Котовская пролетка

Параной Вильгельм
Ровно в двадцать пятой године это вылезло.

В посред становления большевицкого помприва.
 
На Сухоннеческой улочке.
 
Где ковыляла без разбору серая трёхглазая псина Жилка.

От коей шарахались как то соловелый сир, так и ясный жмот в отороченной бутузке.
 
Так вот был там подобно герою подло сгубленный зажиточной нечистью знаменитый на весь Бессарабский вычул - сам - то есть Гришка Котовский.


Линчевала шибко
августовским днём
невиданная ряса провидения
за миг до расстрела. 

А солнце весило аж целковый градус
и выжигало нестерпимо макушку.
 

Жар омутом сказался в глазах Гришки,
и блики прошлых вёсен прояснились пред взором,
как венчаные убранства золотых куполов.


Гришка на срубе возле хаты. Подле мякитник, сбацанный для дозору, и наколыш, на котором вертихвостая рубаха, пляшет на свежем ветре, задувясь от разлапистости.
 
Княгиня Контактузина - рыжая самовольная баба, у которых справно служил управляющим Гришка, заглядывалась на того день ото дня весть.

- А пойдем-ка, котик погуляем, - бросалась Гришке княгиня, завлекая прелестями, - али дурака боишься?

Синекрылая чайка билась по небу, когда Гришку дубасил до черноты  князь Контактузин.

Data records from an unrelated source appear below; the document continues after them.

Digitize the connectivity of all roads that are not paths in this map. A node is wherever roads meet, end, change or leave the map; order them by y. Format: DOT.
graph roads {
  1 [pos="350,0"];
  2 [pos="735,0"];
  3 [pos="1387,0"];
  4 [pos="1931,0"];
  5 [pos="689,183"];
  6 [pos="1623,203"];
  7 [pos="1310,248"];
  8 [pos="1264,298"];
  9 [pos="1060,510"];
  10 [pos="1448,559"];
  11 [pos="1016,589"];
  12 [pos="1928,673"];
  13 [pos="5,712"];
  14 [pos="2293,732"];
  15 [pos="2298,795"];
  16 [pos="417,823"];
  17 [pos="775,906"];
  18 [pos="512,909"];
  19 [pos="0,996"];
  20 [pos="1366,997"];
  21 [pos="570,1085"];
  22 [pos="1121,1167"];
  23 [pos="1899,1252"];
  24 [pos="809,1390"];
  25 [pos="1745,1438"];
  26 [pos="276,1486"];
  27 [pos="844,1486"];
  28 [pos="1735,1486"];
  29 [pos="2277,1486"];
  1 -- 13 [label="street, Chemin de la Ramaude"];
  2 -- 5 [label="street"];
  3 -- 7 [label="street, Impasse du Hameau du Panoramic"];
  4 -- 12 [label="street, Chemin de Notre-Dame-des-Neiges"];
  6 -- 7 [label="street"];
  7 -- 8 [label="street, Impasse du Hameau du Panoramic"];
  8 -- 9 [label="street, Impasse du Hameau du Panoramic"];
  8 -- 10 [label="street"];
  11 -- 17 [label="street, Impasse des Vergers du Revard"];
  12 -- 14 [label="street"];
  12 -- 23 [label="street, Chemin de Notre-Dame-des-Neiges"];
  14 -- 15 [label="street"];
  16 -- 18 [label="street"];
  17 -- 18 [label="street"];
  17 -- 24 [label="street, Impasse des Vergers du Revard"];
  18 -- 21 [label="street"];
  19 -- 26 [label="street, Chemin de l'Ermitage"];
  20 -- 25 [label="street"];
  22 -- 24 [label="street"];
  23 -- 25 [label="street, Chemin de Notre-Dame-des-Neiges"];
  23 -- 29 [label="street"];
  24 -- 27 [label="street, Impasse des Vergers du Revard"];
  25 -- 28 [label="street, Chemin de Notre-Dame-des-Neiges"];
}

После нагнав взашей сапогом князь выгнал Гришку из вон, пригрозив содрать шкуру с морды, если заявится нове.

НоГришка не вняв угрозы, забрался ночью под выдан коровий в имение Контактузиных.
Там, где частенько справлял нужду князь.
 
И под бледный наст лунного позема снес башку  князью с плетей.

Опрокинув бесчувственное тело прямо в свинячью жучву подсыхать.


Прыгали по перемётам горбатой площади, запятнанные в глине трамваи, когда Гришку брали на поим.

Сидел одинокий старик на Пятницкой лавочке, припалив грусть подбородком трости, когда Гришка лесом, сквозь колючую бурю обвивал дорогу.

Пищали детские голоса, по Курляндской, рассекая накрест переголосками площадь, когда Гришка уже соображал с целой дюжиной таких же недоимков, как сам, веселые дела.

Не только грабили, гуляли, да стреляли, но и  спасли ажно двенадцать сподвижников, гонимых под мясо в Кишинёвскую тюрьму стынуть. 

Конвойного Парнаса закалывать наотрез не стали, а нацарапали на лбу его горькую правду: «Освободил арестованных Григорий Котовский».

И отпустили в поле межу подбирать.

А подузнав у какого-то освобожденного за пиршеством, что у того хвост остался, да котьма, что сгорела хата, да одна ему тюрьма,  дал погорельцу денег под ура и спровадил строиться.


- Брось благодарить, Котовского не благодарят.